1.  The case originated in an application (no. 31122/05) against the Republic of Malta lodged with the Court under Article 34 of the Convention for the Protection of Human Rights and Fundamental Freedoms (“the Convention”) by a Maltese national, Mr Attilio Ghigo, on 23 August 2005.

2.  In a judgment delivered on 26 September 2006 (“the principal judgment”), the Court held that there had been a violation of Article 1 of Protocol No. 1 as regards a requisition order which had been imposed on the applicant for almost twenty-two years and which had created a landlord-tenant relationship under which he received only a small amount of rent and a minimal profit, so that he had to bear a disproportionate and excessive burden (see Ghigo v.
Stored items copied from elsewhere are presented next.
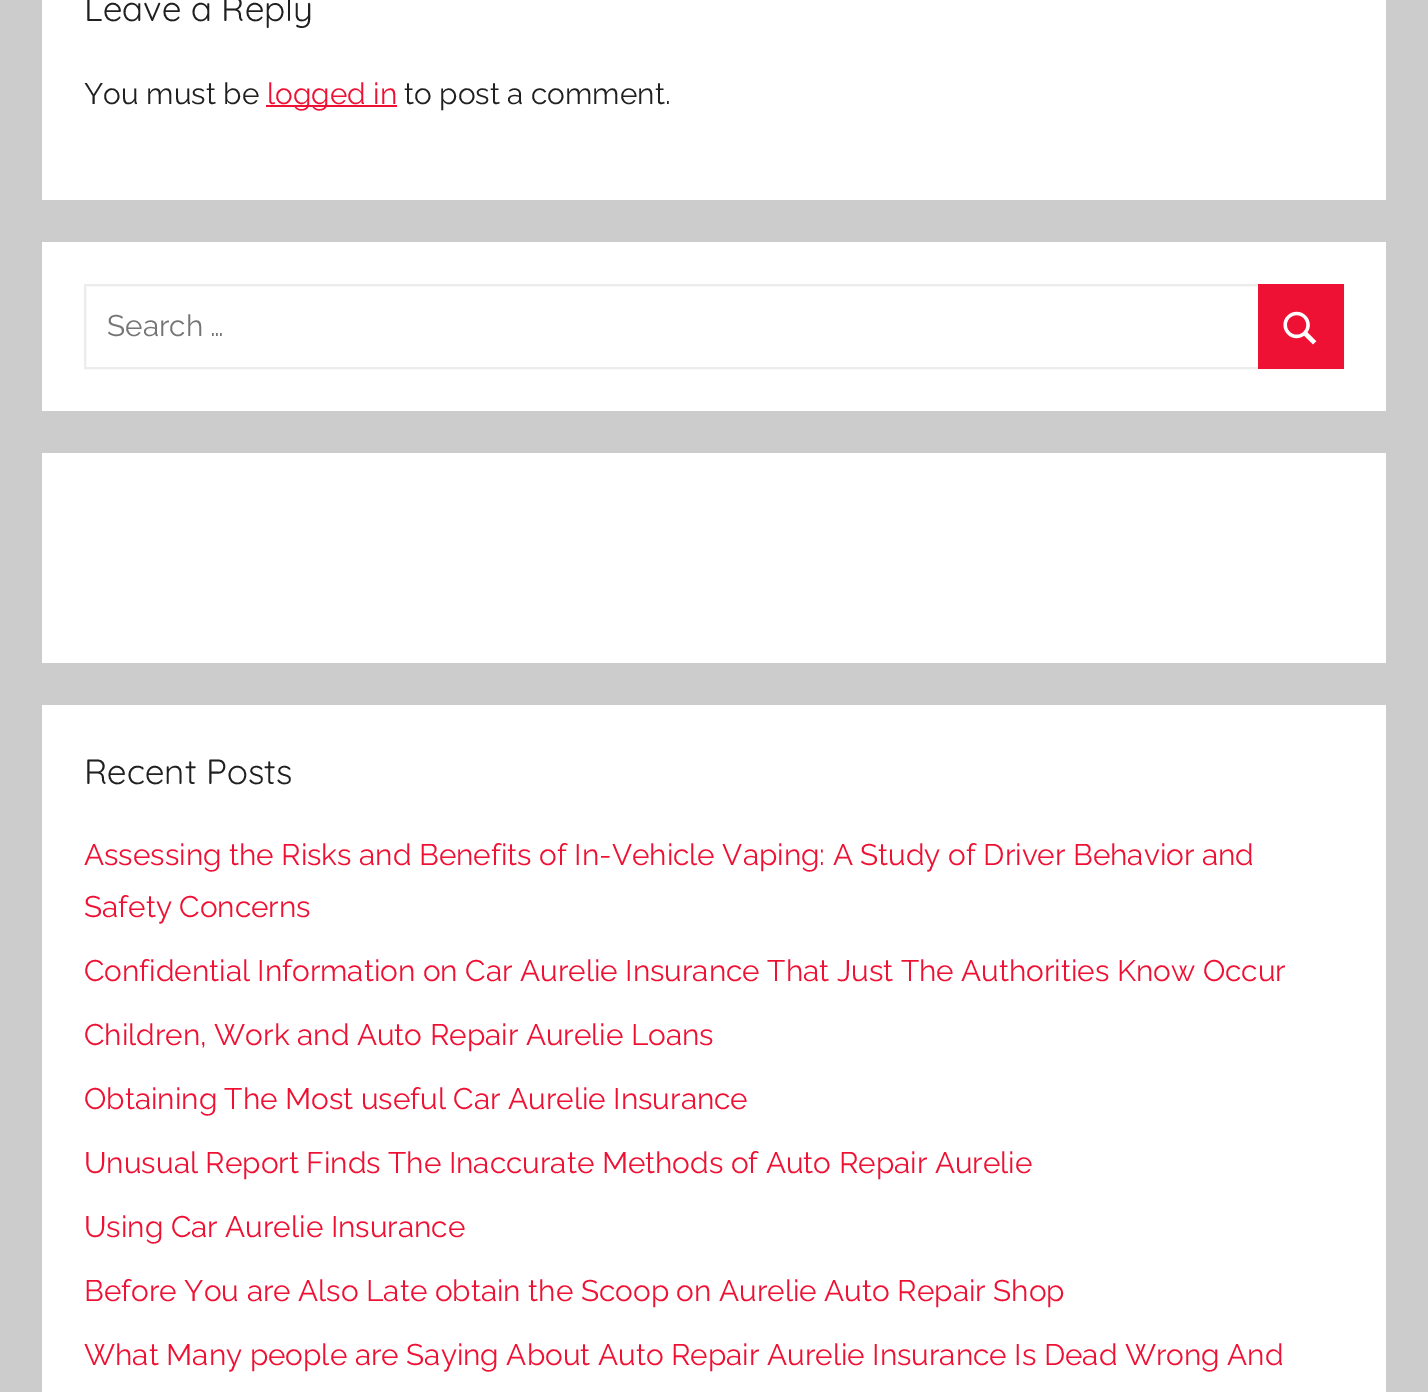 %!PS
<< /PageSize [1428 1392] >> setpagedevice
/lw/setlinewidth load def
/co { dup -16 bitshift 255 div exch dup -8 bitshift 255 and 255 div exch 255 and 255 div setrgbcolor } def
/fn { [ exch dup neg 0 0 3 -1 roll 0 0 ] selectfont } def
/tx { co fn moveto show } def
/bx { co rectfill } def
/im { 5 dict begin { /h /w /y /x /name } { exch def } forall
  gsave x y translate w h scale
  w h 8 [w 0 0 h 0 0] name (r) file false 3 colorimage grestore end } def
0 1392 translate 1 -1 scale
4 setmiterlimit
0 0 1428 1392 16#CCCCCC bx
42 0 1344 200 16#FFFFFF bx
266 105 131 2 16#EE1133 bx
42 242 1344 169 16#FFFFFF bx
16#ECECEC co
2 lw
85 285 1258 83 rectstroke
1258 284 86 85 16#EE1133 bx
(media/1.raw) 1283 311 34 34 im
42 453 1344 210 16#FFFFFF bx
42 705 1344 687 16#FFFFFF bx
(Leave a Reply) 84 21 /Quicksand-Light 35 16#202020 tx
(You must be) 84 104 /Raleway-Thin 29.75 16#202020 tx
(logged in) 267 104 /Raleway-Thin 29.75 16#EE1133 tx
(to post a comment.) 404 104 /Raleway-Thin 29.75 16#202020 tx
(Search …) 107 336 /Raleway-Thin 29.75 16#757575 tx
(Recent Posts) 84 784 /Quicksand-Light 35 16#202020 tx
(Assessing the Risks and Benefits of In-Vehicle Vaping: A Study of Driver Behavior and) 84 865 /Raleway-Thin 29.75 16#EE1133 tx
(Safety Concerns) 84 917 /Raleway-Thin 29.75 16#EE1133 tx
(Confidential Information on Car Aurelie Insurance That Just The Authorities Know Occur) 84 981 /Raleway-Thin 29.75 16#EE1133 tx
(Children, Work and Auto Repair Aurelie Loans) 84 1045 /Raleway-Thin 29.75 16#EE1133 tx
(Obtaining The Most useful Car Aurelie Insurance) 84 1109 /Raleway-Thin 29.75 16#EE1133 tx
(Unusual Report Finds The Inaccurate Methods of Auto Repair Aurelie) 84 1173 /Raleway-Thin 29.75 16#EE1133 tx
(Using Car Aurelie Insurance) 84 1237 /Raleway-Thin 29.75 16#EE1133 tx
(Before You are Also Late obtain the Scoop on Aurelie Auto Repair Shop) 84 1301 /Raleway-Thin 29.75 16#EE1133 tx
(What Many people are Saying About Auto Repair Aurelie Insurance Is Dead Wrong And) 84 1365 /Raleway-Thin 29.75 16#EE1133 tx
showpage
Malta, no. 31122/05, § 69, 26 September 2006).

3.  Under Article 41 of the Convention the applicant claimed just satisfaction amounting to (10,998 Maltese Liras (MTL) – approximately 26,395 euros (EUR)) a sum representing the losses in rent he had suffered from 1984 to 2005 and the following sums: MTL 1,972.72 (approximately EUR 4,734) for losses suffered due to inflation; interest at a rate of 8 per cent for lack of yearly payments; MTL 1,200 (approximately EUR 2,880) – increased by the cost of living index – for each year after the introduction of the application in Strasbourg; MTL 1,200 (approximately EUR 2,880) – increased by the cost-of-living index plus a further increase of 5 per cent every three years – for each year that passed before the property was re-assigned to him.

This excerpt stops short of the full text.